Debt-to-income Ratio

Before granting you credit, lenders look at your debt-to-income ratio (DTI), which compares certain monthly debt payments to your monthly gross income. If you use a high percentage of your income to service your current debts, lenders are reluctant to offer you credit.

To learn more about credit reports, credit scoring, and what it means to you, I encourage you to explore the wealth of material offered at the credit resource page.


DDebora a morin, Jan, 2021

Can you tell me if I went to court and have to pay per court does this apply when I have become disabled in mass

JJoshua Abreu-Rosa, Aug, 2021

Hello Debora. 

Thank you for reaching out. Please, do not take my answer to be legal advice as I am not an attorney. Only attorneys can offer legal advice. 

Debora, I am assuming you meant to say if you have to go to court. Generally, you would need to appear in court if you have been summoned. I recommend reviewing the following link.

If you fall into the category described in the article you may have to appear. 

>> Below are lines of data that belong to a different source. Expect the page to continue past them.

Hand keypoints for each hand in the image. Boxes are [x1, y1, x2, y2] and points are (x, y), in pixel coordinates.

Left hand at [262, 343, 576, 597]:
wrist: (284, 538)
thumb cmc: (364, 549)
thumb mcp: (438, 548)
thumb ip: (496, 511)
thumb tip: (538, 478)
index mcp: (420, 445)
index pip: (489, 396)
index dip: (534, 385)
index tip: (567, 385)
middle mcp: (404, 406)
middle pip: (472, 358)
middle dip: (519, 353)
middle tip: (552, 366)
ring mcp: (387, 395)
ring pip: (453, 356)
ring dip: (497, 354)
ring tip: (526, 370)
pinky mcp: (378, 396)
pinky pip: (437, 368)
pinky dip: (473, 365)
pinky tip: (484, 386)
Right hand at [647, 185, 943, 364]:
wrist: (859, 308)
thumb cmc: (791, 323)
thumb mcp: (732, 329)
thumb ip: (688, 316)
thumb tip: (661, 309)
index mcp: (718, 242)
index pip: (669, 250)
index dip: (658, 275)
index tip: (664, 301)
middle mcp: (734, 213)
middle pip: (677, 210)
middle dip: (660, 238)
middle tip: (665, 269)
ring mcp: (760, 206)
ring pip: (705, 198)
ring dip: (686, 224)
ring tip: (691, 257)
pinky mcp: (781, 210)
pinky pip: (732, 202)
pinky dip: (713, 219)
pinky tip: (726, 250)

Also, if you are required to pay it because the creditor has been granted a judgment. Judgments will vary from state to state. I recommend reading this article to get more info.

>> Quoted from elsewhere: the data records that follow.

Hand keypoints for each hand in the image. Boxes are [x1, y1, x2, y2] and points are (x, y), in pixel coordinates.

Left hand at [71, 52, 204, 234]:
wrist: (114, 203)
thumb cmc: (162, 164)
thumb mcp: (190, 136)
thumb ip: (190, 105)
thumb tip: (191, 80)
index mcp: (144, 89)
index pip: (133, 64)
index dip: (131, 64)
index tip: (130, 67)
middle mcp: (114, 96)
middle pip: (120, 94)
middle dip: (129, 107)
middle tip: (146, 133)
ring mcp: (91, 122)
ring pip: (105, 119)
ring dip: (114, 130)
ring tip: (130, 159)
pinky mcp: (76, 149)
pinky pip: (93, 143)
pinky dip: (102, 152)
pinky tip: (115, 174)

I also recommend getting accurate answers please speak to an attorney. 

Regards, Josh 

JJohn Braithwaite, Nov, 2012
Hello!! I used your services last year and learned a lot! Thanks!! My next situation is: I was approved (with a co-signer) for a used car loan (around $15,000 @ 7.5% interest). I have been paying on time or early for 7 months now. Last month I got a secure credit card from my local credit union and I'm ready to make my first payment on that. A few weeks ago I tried for a credit card from a national chain store and was denied. In the reasoning it mentioned too many new accounts too many new inquiries and a debt to loan ratio, and finally showed my credit score 150 points LOWER than when I started out. I was wondering if you could tell me when I could see improvement in my score and when I could get approved for that "SamsMart" card? Assuming I'm always on time, when will my credit would reach the "good" range? And, how steadily could it improve (what sort of gain/ month.) Thanks again!
BBill Admin, Dec, 2012
John, without a full look at your credit report it is hard for me to explain what caused such a big drop in your scores. It sounds like it is a combination of the factors you listed, but perhaps your credit utilization plays the biggest part. If you lower your credit utilization, so that you're balances are less than 25% of any credit limit you have, and pay all your bills on time, your score should improve enough in about a year to get more credit. I can't say how much the month-to-month improvement will be, but I suggest that you monitor it regularly to see how it goes.
DDavid Gardner, Mar, 2012
So payment history makes a big difference on your credit score, however what is the time frame for score rebound by paying bills on time. I have paid all credit cards to 0, reduced all my debt, with my credit utilization at 1%. However my credit history was bad until the last year. The only thing it appears that can increase my score now is time and online payments. Would it be feasible to raise a credit score 22 points in 6-8 months by on time payments alone?
BBill Admin, Mar, 2012
If you have a few accounts that are open and in good standing, I believe your score will rise more than 22 points in 6-8 months. Why? Two reading assignments for you that explain my opinion, and one that gives some background information on credit scores:
  1. Delinquency, Debt Settlement & Credit Scores illustrates how different events can impact the credit scores of a person with a high starting score and a person with a medium credit score.
  2. Short Sale, Foreclosure & Your Credit Score shows how long it takes a score to recover from different events.
  3. Understanding Credit Score Discrepancies describes why the same consumer's data can result in each credit reporting agency generating a different score.

Ask any follow-up questions you may have on the appropriate page.

SSalley Valley, Oct, 2011
Nice tips on what affects the credit score and ways to improve it by paying more attention to key factors. Thanks for the great article.